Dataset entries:
--

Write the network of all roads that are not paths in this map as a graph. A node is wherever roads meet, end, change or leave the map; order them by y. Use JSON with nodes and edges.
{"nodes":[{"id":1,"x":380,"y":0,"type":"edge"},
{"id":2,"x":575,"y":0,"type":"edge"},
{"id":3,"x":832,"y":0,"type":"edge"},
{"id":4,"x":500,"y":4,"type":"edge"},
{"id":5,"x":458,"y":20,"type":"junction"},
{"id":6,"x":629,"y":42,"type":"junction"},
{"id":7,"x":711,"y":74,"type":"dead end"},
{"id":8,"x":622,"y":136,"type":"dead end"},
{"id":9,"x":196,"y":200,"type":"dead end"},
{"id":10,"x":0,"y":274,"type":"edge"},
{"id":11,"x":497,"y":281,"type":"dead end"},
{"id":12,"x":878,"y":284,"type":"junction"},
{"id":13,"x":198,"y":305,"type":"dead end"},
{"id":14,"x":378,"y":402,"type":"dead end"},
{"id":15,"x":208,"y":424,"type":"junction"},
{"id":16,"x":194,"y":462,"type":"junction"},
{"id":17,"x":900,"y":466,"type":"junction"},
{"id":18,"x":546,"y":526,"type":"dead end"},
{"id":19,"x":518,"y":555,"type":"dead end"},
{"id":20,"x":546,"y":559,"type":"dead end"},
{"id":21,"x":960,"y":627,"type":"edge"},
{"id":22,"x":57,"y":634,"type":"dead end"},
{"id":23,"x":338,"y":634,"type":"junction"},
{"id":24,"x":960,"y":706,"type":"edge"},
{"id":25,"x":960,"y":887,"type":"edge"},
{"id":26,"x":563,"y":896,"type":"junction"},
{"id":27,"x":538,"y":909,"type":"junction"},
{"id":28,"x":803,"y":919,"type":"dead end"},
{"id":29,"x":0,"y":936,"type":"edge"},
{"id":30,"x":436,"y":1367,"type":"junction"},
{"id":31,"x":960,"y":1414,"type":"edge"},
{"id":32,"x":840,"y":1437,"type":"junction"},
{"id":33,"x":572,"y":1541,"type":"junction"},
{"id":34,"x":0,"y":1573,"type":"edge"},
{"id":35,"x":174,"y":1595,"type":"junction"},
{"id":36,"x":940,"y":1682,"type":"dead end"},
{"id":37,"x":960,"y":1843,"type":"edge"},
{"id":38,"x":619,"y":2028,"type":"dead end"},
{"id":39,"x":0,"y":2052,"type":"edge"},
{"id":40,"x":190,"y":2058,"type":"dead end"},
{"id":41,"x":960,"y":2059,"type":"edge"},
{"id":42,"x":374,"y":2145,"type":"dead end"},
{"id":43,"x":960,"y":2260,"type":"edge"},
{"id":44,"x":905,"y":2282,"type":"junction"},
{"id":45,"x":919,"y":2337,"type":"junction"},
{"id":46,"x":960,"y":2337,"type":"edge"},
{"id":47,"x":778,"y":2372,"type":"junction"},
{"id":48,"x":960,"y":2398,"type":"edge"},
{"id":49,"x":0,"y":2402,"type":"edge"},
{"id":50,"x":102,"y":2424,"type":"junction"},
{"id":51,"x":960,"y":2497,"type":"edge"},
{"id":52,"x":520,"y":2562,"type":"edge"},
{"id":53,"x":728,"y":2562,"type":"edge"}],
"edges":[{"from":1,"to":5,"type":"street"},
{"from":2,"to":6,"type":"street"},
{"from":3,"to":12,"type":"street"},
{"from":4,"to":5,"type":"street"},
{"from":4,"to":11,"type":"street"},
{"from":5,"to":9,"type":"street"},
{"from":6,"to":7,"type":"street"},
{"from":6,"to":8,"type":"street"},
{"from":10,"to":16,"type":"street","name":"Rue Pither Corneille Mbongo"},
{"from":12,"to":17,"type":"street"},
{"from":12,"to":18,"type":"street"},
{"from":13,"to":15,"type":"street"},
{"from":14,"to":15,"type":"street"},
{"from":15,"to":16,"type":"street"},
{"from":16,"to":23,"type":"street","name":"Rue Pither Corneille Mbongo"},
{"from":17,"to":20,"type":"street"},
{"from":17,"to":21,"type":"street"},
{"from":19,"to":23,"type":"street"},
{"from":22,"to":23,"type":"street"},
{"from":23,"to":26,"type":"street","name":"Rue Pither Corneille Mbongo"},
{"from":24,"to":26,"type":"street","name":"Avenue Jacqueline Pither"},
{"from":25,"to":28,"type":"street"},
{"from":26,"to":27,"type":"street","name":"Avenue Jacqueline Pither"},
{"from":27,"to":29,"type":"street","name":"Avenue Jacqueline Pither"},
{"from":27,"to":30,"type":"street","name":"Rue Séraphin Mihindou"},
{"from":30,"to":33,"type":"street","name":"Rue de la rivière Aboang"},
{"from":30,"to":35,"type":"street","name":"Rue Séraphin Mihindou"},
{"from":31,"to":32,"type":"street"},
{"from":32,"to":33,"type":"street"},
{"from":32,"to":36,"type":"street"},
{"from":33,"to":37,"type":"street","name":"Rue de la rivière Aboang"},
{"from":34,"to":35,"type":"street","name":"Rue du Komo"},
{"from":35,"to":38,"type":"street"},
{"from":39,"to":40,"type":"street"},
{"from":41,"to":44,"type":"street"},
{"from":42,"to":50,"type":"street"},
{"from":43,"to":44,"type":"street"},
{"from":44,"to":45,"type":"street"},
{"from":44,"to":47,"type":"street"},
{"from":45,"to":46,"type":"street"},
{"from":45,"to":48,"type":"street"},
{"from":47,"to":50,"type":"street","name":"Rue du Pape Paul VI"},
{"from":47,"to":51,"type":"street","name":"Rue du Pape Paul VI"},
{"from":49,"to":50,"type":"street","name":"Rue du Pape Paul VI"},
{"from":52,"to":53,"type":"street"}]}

--

# THE PROBLEM
Copy every line in the data above that has the string "nodes" in it.

# THE ANSWER
Write the network of all roads that are not paths in this map as a graph. A node is wherever roads meet, end, change or leave the map; order them by y. Use JSON with nodes and edges.
{"nodes":[{"id":1,"x":380,"y":0,"type":"edge"},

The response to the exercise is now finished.